# Perform multiple linear regression

multiple linear regression helps you estimate the linear relationship between one continuous dependent variable and two or more independent variables. For data science professionals, this is a useful skill because it allows you to compare more than one variable to the variable you're measuring against. This provides the opportunity for much more thorough and flexible analysis.

For this activity, you will be analyzing a small business' historical marketing promotion data. Each row corresponds to an independent marketing promotion where their business uses TV, social media, radio, and influencer promotions to increase sales. They previously had you work on finding a single variable that predicts sales, and now they are hoping to expand this analysis to include other variables that can help them target their marketing efforts.
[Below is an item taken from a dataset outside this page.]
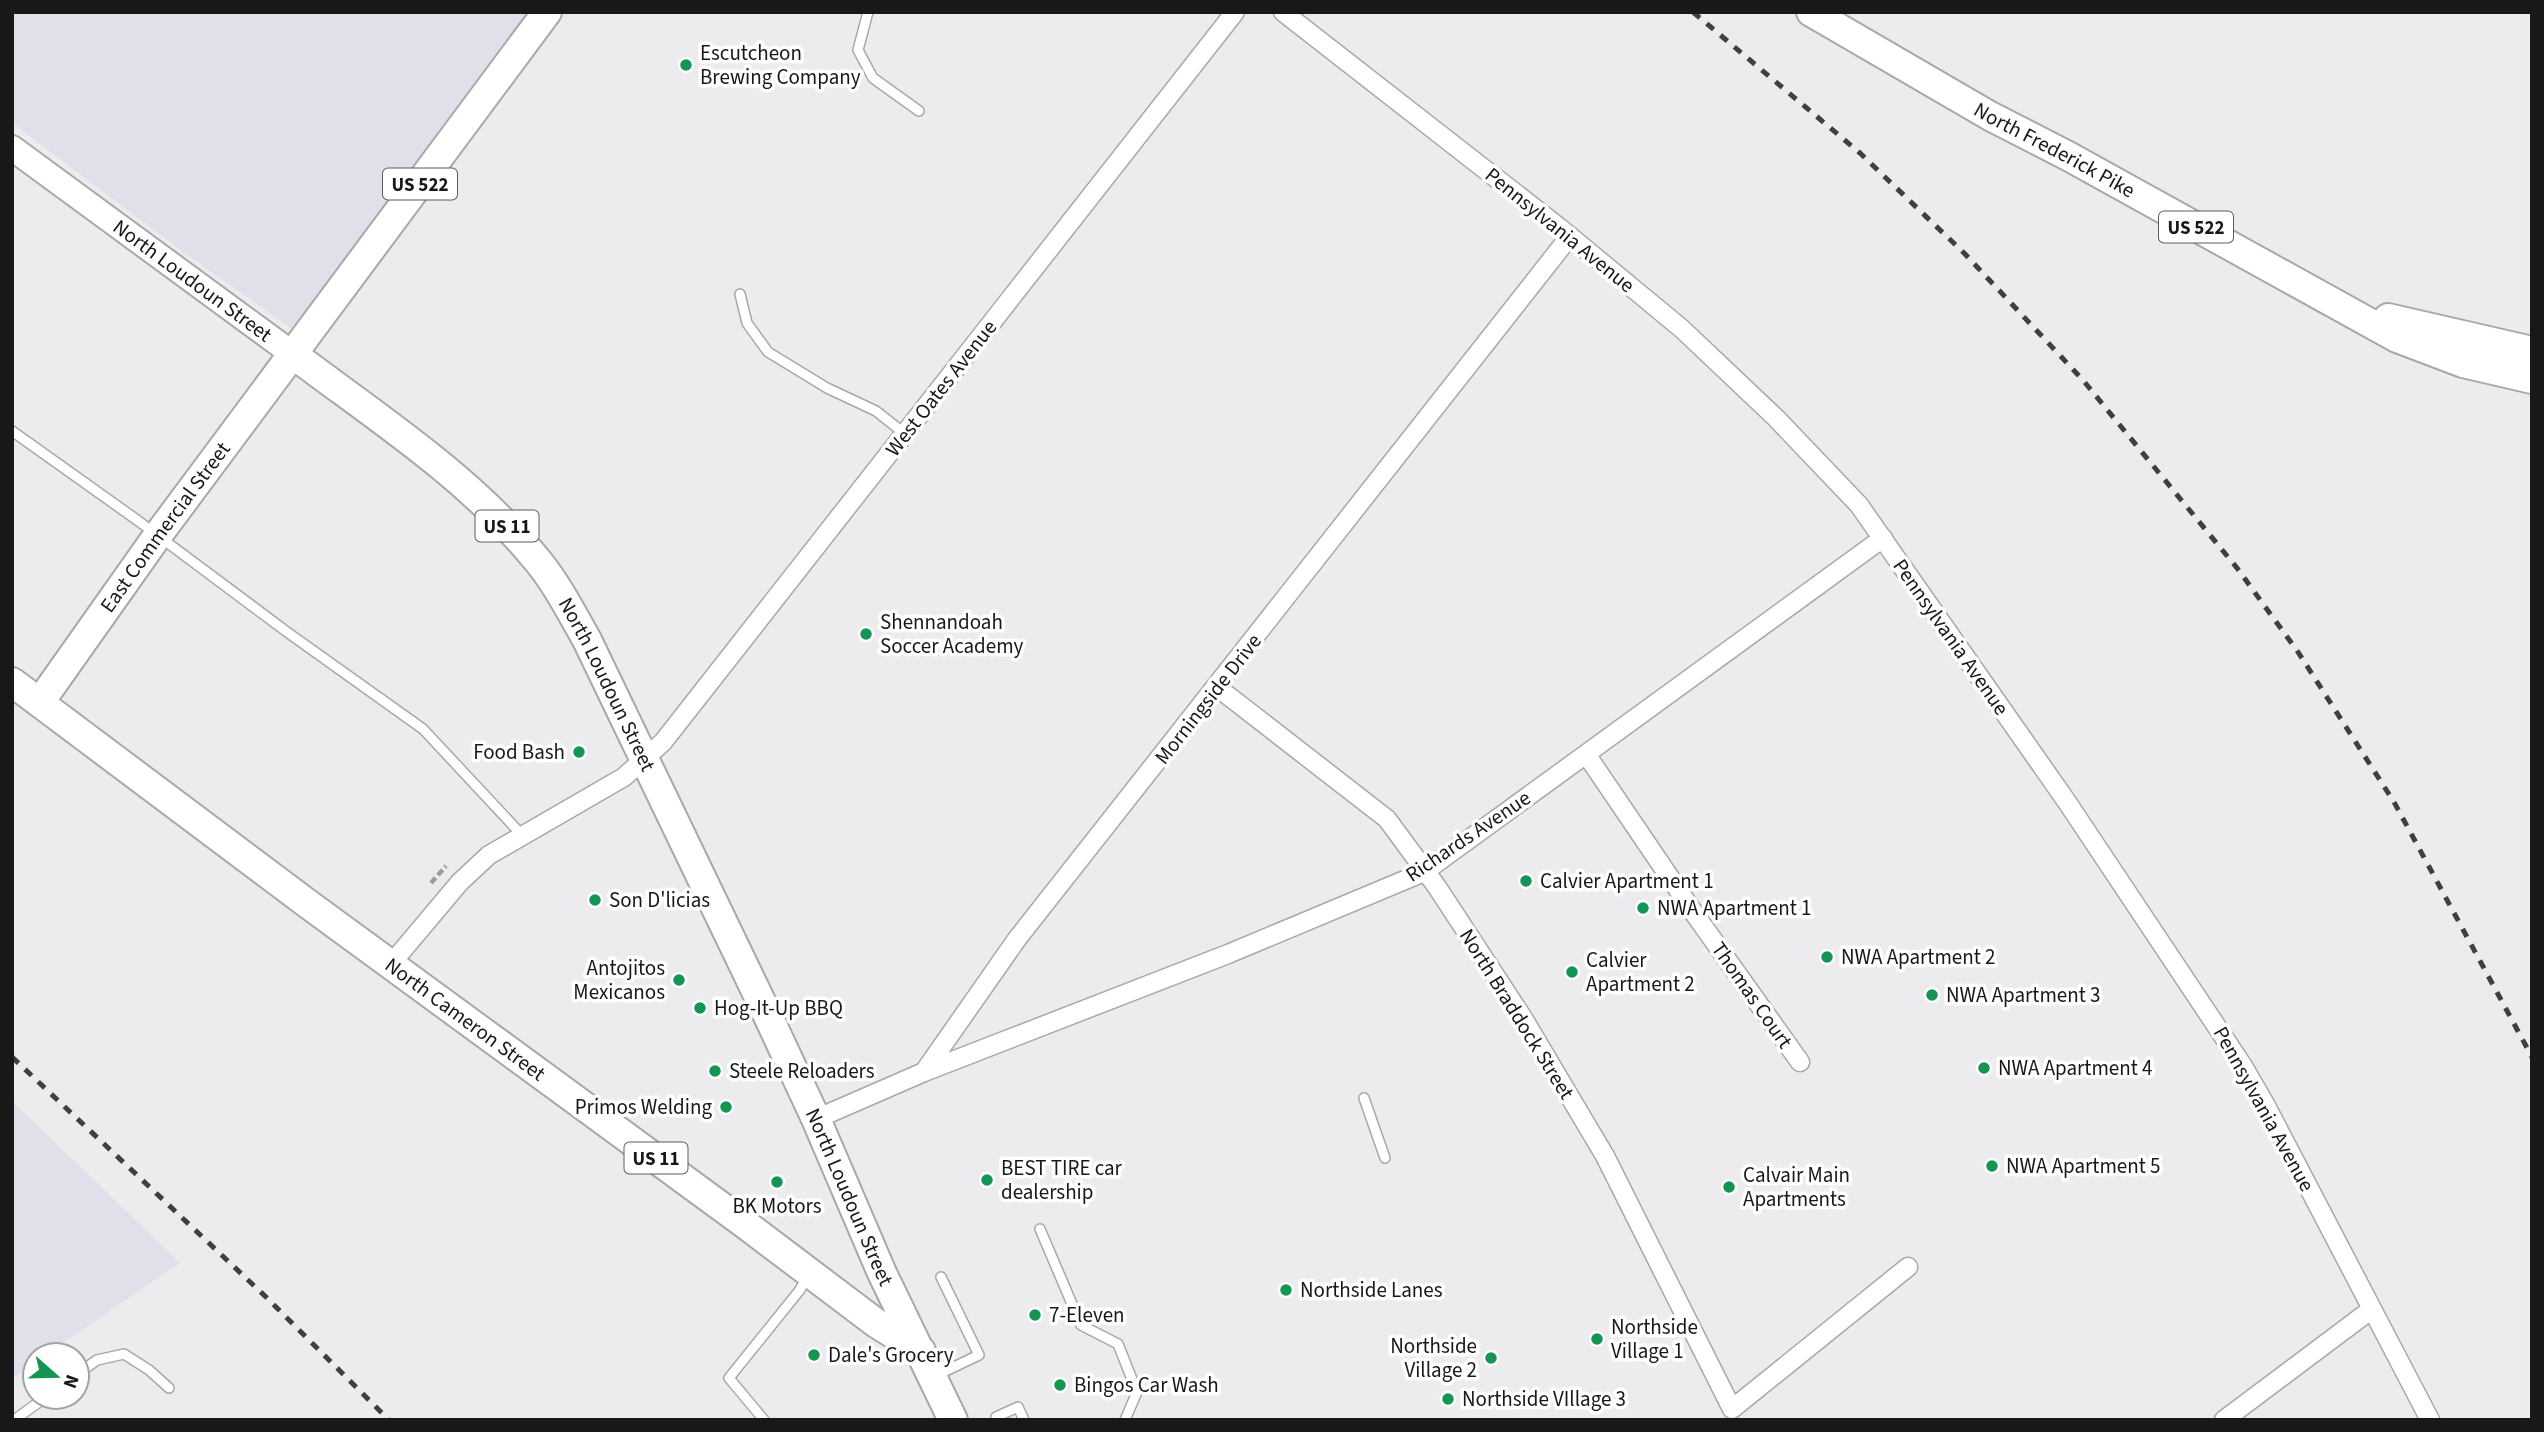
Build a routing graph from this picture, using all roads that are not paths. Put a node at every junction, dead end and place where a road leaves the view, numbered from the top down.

To address the business' request, you will conduct a multiple linear regression analysis to estimate sales from a combination of independent variables. This will include:

Exploring and cleaning data
Using plots and descriptive statistics to select the independent variables
Creating a fitting multiple linear regression model
Checking model assumptions
Interpreting model outputs and communicating the results to non-technical stakeholders

In [7]:
# Import libraries and modules.

import pandas as pd
import numpy as np
from scipy import stats
import matplotlib as mp
import seaborn as sb

### YOUR CODE HERE ### 



In [8]:
# RUN THIS CELL TO IMPORT YOUR DATA.

### YOUR CODE HERE ### 
data = pd.read_csv('marketing_sales_data.csv')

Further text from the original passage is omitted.